RCC Statement – Act Of Vandalism In Montreal


The Russian Congress of Canada would like to express its greatest discontent in connection with the act of vandalism that took place in Montreal. On May 12, 2015, following a celebration of victory over Nazi Germany in the Second World War, an individual or group of individuals had set fire to a car decorated with the Russian national flag.

Over the past few months the Russian Congress of Canada repeatedly urged the media to stop Russophobic campaign triggered by the nationalist part of the Ukrainian community in Canada, who, sadly enough, have been supported by a number of members of the Canadian Parliament.

Provocations and political missteps, including unsubstantiated allegations against Russia and its involvement in the civil war in Ukraine, unfounded insinuations on the so called “Russian aggression”, and the Canadian government blatantly ignoring war crimes (including genocide) committed by the Ukrainian nationalists in Eastern Ukraine as confirmed by multiple international organizations, are pulling apart and dividing Canadians of Russian and Ukrainian decent further and further.

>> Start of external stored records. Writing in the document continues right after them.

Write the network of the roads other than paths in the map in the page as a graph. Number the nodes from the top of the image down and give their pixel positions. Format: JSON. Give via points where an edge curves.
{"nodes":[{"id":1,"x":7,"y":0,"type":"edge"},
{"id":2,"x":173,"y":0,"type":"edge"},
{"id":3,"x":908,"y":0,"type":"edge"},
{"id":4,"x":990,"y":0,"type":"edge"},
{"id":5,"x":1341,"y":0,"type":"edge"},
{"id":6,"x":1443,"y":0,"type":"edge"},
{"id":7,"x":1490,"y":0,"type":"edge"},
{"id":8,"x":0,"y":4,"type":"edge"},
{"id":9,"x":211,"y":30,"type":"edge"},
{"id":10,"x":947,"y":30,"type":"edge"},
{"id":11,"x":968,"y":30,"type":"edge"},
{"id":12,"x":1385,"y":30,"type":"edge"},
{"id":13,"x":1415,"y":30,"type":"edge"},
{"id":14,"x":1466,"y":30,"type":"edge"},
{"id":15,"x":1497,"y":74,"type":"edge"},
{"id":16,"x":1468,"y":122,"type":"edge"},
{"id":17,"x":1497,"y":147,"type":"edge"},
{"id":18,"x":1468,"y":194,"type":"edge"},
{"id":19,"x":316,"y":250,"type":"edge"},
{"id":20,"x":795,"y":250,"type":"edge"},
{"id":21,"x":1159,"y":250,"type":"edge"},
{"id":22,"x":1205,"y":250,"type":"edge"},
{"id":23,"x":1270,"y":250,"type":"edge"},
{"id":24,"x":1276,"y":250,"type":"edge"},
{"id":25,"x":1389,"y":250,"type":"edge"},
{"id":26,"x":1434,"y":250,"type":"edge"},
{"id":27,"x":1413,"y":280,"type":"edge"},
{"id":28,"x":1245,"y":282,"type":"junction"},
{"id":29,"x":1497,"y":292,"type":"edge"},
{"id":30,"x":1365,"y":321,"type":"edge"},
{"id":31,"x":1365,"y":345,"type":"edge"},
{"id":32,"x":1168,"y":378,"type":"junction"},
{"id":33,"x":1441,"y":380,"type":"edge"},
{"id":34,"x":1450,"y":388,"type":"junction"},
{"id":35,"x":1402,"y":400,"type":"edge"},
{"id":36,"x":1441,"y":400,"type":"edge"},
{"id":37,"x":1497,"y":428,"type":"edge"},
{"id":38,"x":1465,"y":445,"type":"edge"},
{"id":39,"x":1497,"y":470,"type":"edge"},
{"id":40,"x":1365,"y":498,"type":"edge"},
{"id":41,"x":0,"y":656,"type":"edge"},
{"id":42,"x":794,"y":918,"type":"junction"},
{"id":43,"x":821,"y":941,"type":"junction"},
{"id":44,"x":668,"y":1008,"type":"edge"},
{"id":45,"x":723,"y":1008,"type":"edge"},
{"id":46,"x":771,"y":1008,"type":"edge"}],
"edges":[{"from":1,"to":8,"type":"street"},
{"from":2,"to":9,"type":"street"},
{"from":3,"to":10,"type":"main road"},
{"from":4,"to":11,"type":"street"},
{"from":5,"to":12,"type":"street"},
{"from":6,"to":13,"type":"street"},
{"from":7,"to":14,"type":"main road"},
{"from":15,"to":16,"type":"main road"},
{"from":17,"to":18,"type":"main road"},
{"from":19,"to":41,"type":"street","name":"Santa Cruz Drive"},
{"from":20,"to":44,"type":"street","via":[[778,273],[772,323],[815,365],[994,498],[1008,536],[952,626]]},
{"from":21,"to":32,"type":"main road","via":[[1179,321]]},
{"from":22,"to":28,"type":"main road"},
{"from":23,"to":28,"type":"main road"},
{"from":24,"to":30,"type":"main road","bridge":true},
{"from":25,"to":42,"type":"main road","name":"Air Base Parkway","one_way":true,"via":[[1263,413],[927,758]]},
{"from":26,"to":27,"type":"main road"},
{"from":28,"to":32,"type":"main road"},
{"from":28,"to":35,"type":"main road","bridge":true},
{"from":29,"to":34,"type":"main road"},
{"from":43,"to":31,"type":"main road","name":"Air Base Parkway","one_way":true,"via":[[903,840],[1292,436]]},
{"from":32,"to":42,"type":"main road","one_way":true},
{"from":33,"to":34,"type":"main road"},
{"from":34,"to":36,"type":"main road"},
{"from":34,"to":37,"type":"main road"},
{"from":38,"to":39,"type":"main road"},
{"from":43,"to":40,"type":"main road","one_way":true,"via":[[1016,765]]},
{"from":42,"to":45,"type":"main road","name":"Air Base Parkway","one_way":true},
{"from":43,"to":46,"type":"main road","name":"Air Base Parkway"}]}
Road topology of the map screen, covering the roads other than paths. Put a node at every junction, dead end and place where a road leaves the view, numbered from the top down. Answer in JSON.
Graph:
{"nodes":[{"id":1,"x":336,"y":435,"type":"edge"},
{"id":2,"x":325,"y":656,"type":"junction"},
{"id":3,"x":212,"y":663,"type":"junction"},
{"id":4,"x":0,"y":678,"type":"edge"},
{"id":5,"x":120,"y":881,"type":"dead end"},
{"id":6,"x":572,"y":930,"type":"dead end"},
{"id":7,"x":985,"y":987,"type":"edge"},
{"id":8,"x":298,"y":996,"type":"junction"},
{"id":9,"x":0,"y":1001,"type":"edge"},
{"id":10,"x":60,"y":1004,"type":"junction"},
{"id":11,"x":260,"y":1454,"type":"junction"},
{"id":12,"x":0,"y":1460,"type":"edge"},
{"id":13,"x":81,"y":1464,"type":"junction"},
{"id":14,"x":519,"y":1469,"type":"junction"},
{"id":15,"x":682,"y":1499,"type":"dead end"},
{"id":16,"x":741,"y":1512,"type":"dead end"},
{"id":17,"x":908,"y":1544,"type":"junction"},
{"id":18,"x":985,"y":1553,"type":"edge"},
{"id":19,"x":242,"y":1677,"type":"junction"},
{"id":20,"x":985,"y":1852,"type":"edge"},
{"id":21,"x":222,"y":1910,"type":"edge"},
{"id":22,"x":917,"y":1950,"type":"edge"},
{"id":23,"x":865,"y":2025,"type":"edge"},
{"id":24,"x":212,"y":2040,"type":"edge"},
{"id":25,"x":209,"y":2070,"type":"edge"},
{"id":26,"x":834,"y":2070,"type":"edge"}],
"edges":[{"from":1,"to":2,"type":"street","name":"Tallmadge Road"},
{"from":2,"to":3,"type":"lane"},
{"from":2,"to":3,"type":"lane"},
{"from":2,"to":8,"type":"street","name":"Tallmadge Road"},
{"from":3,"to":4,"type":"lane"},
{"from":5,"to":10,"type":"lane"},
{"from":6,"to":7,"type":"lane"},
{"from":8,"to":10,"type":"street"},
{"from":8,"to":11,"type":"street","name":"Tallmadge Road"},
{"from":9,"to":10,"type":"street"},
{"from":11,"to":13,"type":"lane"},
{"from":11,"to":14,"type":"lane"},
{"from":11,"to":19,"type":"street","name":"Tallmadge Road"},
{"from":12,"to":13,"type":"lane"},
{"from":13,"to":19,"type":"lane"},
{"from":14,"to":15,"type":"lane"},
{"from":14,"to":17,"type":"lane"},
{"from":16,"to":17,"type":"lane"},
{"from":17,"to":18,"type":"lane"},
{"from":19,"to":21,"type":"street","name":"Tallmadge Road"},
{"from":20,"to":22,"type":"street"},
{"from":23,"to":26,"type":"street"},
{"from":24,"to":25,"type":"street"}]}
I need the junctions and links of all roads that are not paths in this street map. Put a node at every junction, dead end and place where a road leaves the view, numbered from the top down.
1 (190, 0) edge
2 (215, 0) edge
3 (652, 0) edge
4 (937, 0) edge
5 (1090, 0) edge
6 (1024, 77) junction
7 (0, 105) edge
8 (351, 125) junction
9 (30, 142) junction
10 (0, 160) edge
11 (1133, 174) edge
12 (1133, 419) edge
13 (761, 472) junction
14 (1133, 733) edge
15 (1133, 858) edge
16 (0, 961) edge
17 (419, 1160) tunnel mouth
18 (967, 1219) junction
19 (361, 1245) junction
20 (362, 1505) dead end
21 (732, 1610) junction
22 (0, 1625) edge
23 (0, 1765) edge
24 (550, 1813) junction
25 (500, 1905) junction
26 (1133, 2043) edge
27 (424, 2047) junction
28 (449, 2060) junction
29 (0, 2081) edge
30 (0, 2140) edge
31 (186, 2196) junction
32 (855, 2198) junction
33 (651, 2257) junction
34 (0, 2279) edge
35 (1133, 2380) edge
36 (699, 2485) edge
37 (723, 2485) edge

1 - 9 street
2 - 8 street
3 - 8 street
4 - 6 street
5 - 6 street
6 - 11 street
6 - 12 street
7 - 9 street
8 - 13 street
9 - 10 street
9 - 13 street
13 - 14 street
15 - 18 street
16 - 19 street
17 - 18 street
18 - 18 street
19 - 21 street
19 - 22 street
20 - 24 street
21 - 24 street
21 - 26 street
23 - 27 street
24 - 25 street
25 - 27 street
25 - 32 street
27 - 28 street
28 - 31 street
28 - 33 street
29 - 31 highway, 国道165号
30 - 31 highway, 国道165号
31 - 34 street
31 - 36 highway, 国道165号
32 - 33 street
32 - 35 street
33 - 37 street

At the incident in Montreal an unidentified person or group of persons have set fire to a car decorated with the Russian flag and a St. George ribbon, a symbol of remembrance of the WWII victims. This action demonstrates how far the Russophobic rhetoric has gone. After doing so, the ultranationalists went even further and ensured to leave a swastika symbol on the door of the car.  Fortunately, this time there were no victims.

The Russian Congress of Canada, once again, strongly alerts Canadian public that the nationalist agenda of certain Ukrainian organizations in Canada with the implicit consent of some high-ranking politicians might certainly lead to more disastrous consequences.

Not everyone in Canada forgot that people from the former USSR republics alongside with their allies such as Britain, USA, and Canada, fought against Nazis in Europe. Twenty seven million Russians, Ukrainians, Belarusians, Jews, Poles and other ethnicities, including civilians, were killed by Nazis and their collaborators. In Canada, there are still living WWII veterans, both Canadian and Russian, from Eastern and Western Europe, who remember all too well the consequences of flirting with nationalists of any kind.

The ill-intended policy of hatred, whether deliberate or not, is unacceptable in Canada. No cause, political or economical, can justify the anti-Russian propaganda.

The crime in Montreal shows contempt to Canada’s democratic institutions and it instills serious concern in the hearts of hundreds of thousands of Canadians of Russian descent.

The fact that Canada remains unresponsive to the numerous requests made by a number of public organizations, including the Simon Wiesenthal Center, is not undertaking efforts to investigate the war crimes committed by Vladimir Katryuk, who also illegally emigrated to Canada, is of no consolation either. Katryuk is currently on the list of most wanted war criminals and, according to the Russian authorities, who recently demanded his extradition, participated in mass executions of civilians on the territory of the USSR during the WWII.

The Russian Congress of Canada expects the police to conduct a thorough investigation and hold the offenders accountable for this crime committed on the basis of hate of national or ethnic origin, in accordance with the law.

The RCC also appeals to the media that it would stop a misleading anti-Russian campaign and inform the public with the utmost responsibility by carefully verifying the facts when it comes to the Ukrainian conflict, always keeping in mind that a careless word can lead to a serious ethnic conflict in Canada, where there are over 2 million people of Russian and Ukrainian origin.